40.600 Vial Vaksin COVID-19 Tahap Dua Tiba di Kota Malang

Lis Yuliawati, Lucky Aditya (Malang)
·Bacaan 1 menit

VIVA – Pemerintah Kota Malang telah menerima 40.600 vial atau botol vaksin Sinovac dari Bio Farma. Vaksin ini akan disuntik kepada petugas pelayanan publik, TNI/Polri, Guru, hingga wartawan untuk vaksinasi tahap dua.

"Kami sudah menerima vaksin untuk proses vaksinasi tahap kedua. Kami akan melakukan pemetaan dari sasaran petugas publik yang diprioritaskan. Seperti guru, petugas keamanan, TNI/Polri dan lainnya," kata Plt Kepala Dinas Kesehatan Kota Malang, Sri Winarni, Selasa, 23 Februari 2021.
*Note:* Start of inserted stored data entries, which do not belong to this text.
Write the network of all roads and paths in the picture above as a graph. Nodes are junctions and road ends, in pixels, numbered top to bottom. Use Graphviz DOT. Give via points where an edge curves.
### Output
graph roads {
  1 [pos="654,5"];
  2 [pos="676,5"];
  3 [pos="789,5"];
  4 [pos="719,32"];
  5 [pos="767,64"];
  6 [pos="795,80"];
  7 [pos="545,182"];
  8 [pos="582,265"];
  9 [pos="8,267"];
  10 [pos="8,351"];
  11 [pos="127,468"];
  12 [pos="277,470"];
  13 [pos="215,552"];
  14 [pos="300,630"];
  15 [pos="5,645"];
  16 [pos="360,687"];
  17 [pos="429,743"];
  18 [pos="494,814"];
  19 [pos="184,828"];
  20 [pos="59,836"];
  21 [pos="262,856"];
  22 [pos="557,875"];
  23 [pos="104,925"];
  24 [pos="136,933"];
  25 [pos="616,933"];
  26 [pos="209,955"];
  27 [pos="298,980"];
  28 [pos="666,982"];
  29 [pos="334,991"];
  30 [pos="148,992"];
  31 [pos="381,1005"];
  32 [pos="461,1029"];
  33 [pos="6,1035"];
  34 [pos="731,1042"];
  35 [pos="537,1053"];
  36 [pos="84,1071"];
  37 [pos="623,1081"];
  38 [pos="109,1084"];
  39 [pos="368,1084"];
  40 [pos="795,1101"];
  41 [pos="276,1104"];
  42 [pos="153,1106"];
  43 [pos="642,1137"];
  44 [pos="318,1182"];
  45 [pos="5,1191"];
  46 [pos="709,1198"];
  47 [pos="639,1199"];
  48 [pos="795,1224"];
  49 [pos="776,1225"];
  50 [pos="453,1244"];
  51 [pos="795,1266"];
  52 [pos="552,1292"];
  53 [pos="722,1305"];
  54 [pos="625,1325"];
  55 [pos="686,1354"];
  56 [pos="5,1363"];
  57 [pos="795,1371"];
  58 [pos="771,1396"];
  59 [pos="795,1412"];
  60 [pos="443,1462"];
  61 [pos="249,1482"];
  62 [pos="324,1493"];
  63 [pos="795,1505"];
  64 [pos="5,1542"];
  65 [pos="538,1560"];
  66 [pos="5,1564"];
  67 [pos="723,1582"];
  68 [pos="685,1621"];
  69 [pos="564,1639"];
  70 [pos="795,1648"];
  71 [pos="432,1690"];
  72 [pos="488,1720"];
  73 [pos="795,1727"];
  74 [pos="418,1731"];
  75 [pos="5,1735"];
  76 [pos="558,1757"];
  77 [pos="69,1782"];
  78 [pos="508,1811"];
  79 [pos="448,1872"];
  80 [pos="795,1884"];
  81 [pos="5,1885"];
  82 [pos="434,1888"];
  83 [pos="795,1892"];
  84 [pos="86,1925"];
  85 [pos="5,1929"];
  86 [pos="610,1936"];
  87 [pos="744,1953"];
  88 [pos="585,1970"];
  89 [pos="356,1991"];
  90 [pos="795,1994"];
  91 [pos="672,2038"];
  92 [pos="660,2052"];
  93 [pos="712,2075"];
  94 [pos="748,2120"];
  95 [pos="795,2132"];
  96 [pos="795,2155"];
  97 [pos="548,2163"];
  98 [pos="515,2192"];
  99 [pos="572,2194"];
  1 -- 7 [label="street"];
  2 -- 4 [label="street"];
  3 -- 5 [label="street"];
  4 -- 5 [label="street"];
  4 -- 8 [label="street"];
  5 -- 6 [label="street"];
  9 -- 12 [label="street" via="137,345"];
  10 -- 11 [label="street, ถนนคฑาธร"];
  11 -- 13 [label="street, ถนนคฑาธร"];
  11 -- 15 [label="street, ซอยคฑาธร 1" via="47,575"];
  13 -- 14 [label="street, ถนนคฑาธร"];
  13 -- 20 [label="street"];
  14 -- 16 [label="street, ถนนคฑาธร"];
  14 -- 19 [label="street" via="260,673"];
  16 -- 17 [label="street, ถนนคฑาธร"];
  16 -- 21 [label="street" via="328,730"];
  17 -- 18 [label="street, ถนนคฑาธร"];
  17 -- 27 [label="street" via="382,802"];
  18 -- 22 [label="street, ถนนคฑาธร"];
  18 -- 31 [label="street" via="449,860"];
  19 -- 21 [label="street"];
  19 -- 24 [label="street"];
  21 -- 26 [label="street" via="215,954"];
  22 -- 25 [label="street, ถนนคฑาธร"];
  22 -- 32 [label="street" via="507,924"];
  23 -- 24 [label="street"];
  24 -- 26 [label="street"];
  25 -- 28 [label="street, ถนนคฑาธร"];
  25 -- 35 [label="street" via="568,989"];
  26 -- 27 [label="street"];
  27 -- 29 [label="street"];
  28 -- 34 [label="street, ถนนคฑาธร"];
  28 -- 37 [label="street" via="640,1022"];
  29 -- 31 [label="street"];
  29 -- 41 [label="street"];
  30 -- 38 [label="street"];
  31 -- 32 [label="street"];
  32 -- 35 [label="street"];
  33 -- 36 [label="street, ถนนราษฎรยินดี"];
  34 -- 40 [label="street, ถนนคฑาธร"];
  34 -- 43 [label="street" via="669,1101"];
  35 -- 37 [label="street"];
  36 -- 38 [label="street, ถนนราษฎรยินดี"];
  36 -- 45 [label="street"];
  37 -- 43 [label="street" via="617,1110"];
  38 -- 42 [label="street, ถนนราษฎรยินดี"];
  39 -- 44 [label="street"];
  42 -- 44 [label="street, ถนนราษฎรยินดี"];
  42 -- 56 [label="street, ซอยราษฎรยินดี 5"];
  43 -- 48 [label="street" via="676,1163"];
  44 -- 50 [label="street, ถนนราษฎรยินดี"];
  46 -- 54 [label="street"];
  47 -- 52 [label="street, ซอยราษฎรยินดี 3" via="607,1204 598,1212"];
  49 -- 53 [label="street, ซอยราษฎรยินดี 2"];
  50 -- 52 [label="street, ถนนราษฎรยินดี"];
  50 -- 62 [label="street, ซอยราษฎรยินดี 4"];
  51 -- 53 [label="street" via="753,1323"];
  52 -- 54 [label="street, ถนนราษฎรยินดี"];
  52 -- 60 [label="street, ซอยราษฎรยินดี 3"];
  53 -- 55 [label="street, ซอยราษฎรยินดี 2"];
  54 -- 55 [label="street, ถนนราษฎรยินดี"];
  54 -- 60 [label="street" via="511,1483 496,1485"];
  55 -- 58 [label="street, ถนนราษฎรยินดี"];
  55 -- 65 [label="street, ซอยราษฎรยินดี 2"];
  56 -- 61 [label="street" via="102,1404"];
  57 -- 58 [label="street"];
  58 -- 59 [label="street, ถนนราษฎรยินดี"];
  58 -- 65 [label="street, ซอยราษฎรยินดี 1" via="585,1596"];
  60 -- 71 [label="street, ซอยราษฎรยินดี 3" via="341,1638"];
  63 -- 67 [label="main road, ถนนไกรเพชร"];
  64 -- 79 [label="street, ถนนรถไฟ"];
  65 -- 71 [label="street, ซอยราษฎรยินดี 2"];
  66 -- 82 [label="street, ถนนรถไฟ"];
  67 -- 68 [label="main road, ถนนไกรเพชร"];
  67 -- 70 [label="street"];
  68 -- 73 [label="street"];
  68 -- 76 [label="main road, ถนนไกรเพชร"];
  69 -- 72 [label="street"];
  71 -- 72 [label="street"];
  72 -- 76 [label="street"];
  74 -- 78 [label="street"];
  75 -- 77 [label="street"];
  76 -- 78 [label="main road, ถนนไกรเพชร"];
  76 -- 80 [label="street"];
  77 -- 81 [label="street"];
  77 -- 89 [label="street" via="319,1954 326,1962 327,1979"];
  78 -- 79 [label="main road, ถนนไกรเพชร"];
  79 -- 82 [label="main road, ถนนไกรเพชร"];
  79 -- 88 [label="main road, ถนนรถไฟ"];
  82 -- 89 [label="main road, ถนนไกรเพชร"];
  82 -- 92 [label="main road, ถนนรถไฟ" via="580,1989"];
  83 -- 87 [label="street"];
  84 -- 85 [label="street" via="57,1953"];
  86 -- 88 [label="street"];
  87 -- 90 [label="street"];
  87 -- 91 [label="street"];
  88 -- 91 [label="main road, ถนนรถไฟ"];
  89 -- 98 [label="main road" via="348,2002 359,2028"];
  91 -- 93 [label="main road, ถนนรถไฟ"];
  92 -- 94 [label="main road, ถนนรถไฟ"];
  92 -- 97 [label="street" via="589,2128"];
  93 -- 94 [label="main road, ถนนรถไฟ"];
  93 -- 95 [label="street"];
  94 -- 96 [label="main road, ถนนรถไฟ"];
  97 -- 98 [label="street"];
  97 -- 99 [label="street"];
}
Sri Winarni mengatakan, saat ini vaksin disimpan di cold storage Dinas Kesehatan Kota Malang. Sedangkan, proses pendataan terus dilakukan berdasarkan instansi yang menaungi para penerima vaksin. Untuk para jurnalis yang sering melakukan peliputan, Dinkes Kota Malang sudah berkoordinasi dengan Humas Pemkot Malang termasuk sejumlah organisasi profesi wartawan.

"Kalau basisnya instansi, akan lebih mudah. Usulannya nanti by name dan by address. Sehingga, lebih mudah pengecekan berdasarkan instansi itu. Kalau wartawan nantinya Humas (Pemkot Malang) akan mendata melalui organisasi profesi yang ada. Seperti PWI, AJI dan IJTI," ujar Sri Winarni.

Sri mengungkapkan, data terbaru penerima vaksin tahap dua masih 18 ribu warga. Jumlah ini akan terus meningkat sampai 40.600 jiwa. Mereka pun mengebut proses pendataan agar vaksinasi tahap dua dapat segera dimulai.

"Dua hari lalu masih sekitar 18 ribu yang sudah masuk datanya. Ini terus berproses ya. Karena, pada prinsipnya, semua harus terdata," katanya.

Sri mengatakan, proses vaksinasi harus segera dikebut. Setelah merampungkan vaksinasi tahap satu mereka kini melakukan vaksinasi tahap dua. Harapannya, setelah semua rampung mereka bisa segera melakukan vaksinasi tahap tiga yang menyasar masyarakat rentan dan masyarakat umum yang berada di usia 19 sampai 59 tahun.

"Kalau untuk lansia, oleh pemerintah pusat, baru dilakukan di tujuh ibu kota provinsi. Untuk Jawa Timur, di Surabaya saja. Sementara, untuk kabupaten/kota lain, masih menunggu petunjuk dari pusat," kata Sri.